The following offers highlights of the recent legislative sessions. Precollegiate enrollment figures are based on fall 2003 data reported by state officials for public elementary and secondary schools. The figures for precollegiate education spending do not include federal flow-through funds, unless noted.
Increase in Per-Pupil Aid
May Bypass Some Schools
While Iowa lawmakers raised per-pupil funding for schools, widespread declines in enrollment mean that most of the Hawkeye State’s school districts will receive few of those new dollars.
The 2 percent funding boost increases the total K-12 budget for fiscal 2005 to $2.34 billion. Schools will see per- student allotments increase from $4,648 to $4,741.
Margaret Buckton, the government-relations director for the Iowa Association of School Boards, said 75 percent, or 245, of the state’s 370 districts are projecting drops in enrollment for the fall of 2004. As a result, she said, the districts could see no new money overall, or could experience a loss in aid.
Ms. Buckton said shifting student populations within the state and a declining birthrate have contributed to the enrollment declines.
Meanwhile, the legislature was able to maintain a $29.3 million allocation for class-size reduction.
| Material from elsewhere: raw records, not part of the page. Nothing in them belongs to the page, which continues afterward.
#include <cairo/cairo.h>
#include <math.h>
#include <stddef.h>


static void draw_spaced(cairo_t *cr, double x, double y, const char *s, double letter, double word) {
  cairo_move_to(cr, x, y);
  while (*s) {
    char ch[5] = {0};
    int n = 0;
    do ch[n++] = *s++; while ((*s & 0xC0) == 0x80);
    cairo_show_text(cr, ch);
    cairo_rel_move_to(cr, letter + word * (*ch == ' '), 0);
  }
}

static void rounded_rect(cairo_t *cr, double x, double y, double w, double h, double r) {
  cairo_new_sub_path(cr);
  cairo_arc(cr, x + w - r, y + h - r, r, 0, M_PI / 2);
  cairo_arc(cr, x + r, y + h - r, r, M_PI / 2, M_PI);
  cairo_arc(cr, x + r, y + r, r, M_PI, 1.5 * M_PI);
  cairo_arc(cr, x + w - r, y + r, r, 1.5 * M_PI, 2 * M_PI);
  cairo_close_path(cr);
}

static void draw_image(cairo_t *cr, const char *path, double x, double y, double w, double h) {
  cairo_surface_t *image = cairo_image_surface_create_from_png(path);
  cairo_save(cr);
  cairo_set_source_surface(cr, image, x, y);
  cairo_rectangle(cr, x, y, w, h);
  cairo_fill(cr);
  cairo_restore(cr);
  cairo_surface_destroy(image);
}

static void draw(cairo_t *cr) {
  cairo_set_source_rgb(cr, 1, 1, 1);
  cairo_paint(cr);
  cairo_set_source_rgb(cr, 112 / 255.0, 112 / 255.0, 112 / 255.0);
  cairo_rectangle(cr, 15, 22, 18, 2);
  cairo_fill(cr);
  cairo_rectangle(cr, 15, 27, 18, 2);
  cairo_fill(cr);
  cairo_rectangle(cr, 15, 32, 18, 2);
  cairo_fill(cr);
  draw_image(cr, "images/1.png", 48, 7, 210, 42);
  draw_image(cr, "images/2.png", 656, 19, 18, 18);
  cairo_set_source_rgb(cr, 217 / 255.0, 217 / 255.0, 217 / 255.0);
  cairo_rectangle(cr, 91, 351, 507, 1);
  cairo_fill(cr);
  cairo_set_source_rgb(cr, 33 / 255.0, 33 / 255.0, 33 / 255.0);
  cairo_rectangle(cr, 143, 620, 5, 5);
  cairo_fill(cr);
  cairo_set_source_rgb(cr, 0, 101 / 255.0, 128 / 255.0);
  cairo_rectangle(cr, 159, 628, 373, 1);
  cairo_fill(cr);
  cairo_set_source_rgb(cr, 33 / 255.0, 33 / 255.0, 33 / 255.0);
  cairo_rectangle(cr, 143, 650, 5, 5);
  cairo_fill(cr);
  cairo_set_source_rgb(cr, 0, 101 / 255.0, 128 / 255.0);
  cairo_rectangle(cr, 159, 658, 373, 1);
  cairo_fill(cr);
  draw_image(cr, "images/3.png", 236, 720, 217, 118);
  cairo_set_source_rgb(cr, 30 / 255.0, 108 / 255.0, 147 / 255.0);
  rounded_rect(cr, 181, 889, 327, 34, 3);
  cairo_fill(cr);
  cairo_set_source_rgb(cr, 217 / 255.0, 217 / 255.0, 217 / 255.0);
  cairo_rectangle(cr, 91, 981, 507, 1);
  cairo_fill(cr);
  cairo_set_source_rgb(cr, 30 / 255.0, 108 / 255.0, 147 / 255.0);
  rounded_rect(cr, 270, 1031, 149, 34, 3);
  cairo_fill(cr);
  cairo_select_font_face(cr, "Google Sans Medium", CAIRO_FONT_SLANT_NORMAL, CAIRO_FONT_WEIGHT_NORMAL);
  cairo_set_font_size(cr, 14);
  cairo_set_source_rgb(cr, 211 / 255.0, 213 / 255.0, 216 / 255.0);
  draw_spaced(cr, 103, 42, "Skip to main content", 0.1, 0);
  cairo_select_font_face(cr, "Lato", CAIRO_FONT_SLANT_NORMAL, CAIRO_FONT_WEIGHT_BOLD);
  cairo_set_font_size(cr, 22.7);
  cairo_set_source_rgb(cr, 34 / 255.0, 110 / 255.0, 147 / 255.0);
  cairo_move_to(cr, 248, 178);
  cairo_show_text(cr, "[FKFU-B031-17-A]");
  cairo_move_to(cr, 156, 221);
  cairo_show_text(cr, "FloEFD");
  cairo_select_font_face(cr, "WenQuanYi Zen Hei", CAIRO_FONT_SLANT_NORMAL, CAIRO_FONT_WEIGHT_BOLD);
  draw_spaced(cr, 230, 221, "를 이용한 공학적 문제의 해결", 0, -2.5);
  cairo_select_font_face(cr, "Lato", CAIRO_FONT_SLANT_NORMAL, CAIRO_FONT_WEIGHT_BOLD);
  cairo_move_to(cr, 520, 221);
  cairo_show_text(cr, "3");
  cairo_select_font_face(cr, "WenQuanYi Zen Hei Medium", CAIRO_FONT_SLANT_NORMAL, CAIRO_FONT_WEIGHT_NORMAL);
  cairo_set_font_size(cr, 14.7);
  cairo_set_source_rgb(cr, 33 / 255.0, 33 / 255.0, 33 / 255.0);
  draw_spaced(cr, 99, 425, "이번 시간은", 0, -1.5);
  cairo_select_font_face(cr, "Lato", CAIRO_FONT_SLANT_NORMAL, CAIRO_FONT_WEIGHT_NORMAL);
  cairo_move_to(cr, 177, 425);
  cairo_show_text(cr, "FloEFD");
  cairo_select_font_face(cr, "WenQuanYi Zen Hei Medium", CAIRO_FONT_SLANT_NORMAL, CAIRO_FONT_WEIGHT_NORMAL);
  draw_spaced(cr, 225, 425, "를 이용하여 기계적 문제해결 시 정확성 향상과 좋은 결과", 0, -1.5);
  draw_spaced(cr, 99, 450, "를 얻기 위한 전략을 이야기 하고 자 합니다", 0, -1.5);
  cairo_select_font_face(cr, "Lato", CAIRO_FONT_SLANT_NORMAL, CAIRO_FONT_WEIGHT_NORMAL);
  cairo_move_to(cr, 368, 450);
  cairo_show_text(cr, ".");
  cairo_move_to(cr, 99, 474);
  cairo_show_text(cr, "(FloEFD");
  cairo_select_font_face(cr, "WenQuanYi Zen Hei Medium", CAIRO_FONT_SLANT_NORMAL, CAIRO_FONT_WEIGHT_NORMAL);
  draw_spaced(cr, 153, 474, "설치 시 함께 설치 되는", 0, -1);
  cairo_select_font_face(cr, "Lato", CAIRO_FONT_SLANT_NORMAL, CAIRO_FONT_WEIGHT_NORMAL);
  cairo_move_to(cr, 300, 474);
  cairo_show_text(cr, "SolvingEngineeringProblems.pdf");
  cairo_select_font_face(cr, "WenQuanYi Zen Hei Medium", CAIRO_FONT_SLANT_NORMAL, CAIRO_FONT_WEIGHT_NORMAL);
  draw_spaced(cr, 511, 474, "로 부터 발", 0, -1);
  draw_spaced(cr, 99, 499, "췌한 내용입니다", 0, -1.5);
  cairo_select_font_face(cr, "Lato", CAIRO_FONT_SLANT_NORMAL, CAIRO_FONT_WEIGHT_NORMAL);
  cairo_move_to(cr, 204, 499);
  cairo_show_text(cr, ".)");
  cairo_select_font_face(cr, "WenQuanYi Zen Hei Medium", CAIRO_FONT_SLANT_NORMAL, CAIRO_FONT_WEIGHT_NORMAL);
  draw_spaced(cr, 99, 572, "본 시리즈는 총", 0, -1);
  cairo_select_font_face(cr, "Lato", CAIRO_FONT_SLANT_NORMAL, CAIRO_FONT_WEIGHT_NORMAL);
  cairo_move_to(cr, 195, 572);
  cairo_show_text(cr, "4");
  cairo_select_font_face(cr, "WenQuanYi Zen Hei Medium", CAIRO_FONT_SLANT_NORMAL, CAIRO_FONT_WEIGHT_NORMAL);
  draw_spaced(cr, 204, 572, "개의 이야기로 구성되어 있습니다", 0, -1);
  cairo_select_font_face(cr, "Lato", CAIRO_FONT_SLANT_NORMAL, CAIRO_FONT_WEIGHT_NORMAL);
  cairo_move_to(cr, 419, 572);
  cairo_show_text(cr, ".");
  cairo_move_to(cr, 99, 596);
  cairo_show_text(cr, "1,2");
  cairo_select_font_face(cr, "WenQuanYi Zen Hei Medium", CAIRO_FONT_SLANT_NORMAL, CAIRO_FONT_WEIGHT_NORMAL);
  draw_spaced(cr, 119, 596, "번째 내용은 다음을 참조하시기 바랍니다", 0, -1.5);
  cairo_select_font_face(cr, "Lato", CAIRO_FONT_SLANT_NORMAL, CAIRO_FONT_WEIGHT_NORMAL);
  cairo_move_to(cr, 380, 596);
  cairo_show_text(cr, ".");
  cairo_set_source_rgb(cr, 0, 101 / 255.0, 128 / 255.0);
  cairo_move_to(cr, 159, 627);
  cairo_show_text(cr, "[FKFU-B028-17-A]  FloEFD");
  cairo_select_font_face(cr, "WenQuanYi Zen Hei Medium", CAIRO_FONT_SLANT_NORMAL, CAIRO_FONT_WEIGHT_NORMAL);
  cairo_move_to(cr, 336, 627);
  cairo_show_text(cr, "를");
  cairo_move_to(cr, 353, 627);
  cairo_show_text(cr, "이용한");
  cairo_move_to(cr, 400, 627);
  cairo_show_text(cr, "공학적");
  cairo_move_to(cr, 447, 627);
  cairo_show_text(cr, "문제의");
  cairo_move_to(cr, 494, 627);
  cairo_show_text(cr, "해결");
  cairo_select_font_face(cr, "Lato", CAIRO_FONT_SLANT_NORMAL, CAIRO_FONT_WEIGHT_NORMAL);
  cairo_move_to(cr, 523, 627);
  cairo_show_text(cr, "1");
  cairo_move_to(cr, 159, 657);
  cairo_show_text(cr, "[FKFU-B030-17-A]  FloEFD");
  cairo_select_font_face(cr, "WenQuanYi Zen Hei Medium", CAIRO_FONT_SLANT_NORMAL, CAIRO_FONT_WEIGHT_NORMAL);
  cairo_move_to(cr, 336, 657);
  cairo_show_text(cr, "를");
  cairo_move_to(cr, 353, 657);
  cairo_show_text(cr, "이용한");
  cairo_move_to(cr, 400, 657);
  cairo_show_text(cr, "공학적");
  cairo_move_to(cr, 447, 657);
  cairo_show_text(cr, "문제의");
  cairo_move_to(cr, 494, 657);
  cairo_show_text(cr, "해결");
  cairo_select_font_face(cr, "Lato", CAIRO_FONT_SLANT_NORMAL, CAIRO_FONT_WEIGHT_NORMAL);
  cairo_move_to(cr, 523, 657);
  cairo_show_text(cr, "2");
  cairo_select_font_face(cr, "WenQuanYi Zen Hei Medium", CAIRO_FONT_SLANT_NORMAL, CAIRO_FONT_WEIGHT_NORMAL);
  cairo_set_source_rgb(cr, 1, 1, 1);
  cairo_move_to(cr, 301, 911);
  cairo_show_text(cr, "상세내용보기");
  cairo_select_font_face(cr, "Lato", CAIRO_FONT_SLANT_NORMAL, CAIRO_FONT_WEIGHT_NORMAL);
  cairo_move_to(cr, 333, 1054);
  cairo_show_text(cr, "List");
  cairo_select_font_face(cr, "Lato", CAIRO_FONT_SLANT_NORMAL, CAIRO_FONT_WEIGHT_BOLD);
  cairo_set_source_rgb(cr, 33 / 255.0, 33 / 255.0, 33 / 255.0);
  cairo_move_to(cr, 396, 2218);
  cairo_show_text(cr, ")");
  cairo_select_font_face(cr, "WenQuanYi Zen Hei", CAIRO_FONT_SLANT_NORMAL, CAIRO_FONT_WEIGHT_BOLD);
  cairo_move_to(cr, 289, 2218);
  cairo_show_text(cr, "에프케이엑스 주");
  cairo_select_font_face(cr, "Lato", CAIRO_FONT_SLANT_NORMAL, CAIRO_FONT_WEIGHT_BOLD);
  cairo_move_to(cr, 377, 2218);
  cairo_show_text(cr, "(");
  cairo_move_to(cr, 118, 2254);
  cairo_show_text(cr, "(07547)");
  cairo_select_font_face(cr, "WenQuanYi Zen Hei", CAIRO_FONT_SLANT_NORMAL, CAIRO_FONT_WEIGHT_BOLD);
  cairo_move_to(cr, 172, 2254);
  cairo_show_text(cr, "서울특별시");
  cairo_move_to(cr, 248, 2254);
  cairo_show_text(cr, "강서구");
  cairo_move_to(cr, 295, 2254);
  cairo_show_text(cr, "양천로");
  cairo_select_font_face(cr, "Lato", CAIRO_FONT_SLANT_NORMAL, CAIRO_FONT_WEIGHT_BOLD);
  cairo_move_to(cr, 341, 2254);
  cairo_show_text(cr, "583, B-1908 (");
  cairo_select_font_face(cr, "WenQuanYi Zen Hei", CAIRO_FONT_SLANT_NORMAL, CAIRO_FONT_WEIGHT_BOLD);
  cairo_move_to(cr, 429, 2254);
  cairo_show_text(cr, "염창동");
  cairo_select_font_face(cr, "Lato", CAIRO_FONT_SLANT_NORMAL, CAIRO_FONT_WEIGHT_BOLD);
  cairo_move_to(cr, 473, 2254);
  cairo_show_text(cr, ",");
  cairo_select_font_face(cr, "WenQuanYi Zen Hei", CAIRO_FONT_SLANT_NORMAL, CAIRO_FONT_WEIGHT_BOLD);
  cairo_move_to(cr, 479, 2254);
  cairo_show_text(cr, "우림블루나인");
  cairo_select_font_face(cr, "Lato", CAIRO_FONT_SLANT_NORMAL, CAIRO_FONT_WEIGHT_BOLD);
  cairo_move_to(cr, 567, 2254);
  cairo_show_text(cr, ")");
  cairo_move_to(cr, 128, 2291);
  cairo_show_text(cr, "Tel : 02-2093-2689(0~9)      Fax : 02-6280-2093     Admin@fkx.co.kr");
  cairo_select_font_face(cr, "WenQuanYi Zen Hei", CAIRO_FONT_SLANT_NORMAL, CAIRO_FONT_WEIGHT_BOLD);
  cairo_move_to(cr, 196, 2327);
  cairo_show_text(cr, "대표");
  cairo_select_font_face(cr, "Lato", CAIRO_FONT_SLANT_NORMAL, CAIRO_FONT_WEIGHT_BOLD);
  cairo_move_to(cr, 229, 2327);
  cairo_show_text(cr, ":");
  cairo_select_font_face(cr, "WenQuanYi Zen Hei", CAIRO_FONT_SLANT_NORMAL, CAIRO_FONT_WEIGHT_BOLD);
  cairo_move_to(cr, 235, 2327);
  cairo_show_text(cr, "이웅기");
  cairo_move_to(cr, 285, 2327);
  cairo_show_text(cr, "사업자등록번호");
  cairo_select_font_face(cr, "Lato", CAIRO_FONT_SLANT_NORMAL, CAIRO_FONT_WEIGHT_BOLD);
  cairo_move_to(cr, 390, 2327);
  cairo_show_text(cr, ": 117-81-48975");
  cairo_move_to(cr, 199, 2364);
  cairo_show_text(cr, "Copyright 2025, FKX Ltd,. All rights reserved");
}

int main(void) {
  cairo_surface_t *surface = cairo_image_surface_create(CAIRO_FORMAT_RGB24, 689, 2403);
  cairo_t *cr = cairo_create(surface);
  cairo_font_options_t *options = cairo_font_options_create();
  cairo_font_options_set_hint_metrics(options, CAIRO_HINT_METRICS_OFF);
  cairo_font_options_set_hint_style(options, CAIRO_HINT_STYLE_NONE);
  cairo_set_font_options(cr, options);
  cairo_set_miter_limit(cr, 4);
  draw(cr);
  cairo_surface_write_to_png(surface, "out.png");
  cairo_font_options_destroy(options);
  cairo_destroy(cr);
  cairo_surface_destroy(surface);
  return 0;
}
But while $45.3 million was earmarked for the state’s teacher-quality effort, funding fell $2 million short of paying the state-mandated minimum salaries for beginning teachers. In addition, although Gov. Tom Vilsack asked for $10 million to fund professional-development, no money was set aside for that piece of the plan.
Roughly $12 million in cuts made last year to area education agencies—the main providers of teacher training—was not added back in the fiscal 2005 budget.
Once again, no state money was allocated for technology in elementary and secondary schools. The $30 million annual technology allocation was eliminated in fiscal 2003 and has not been restored.
Still, legislators did commit $500,000 for grants to four districts to work on efforts to close academic-achievement gaps between different student groups.
Gov. Vilsack vetoed a bill that would have given tax credits to people who donated money to private school scholarship or tuition-assistance programs.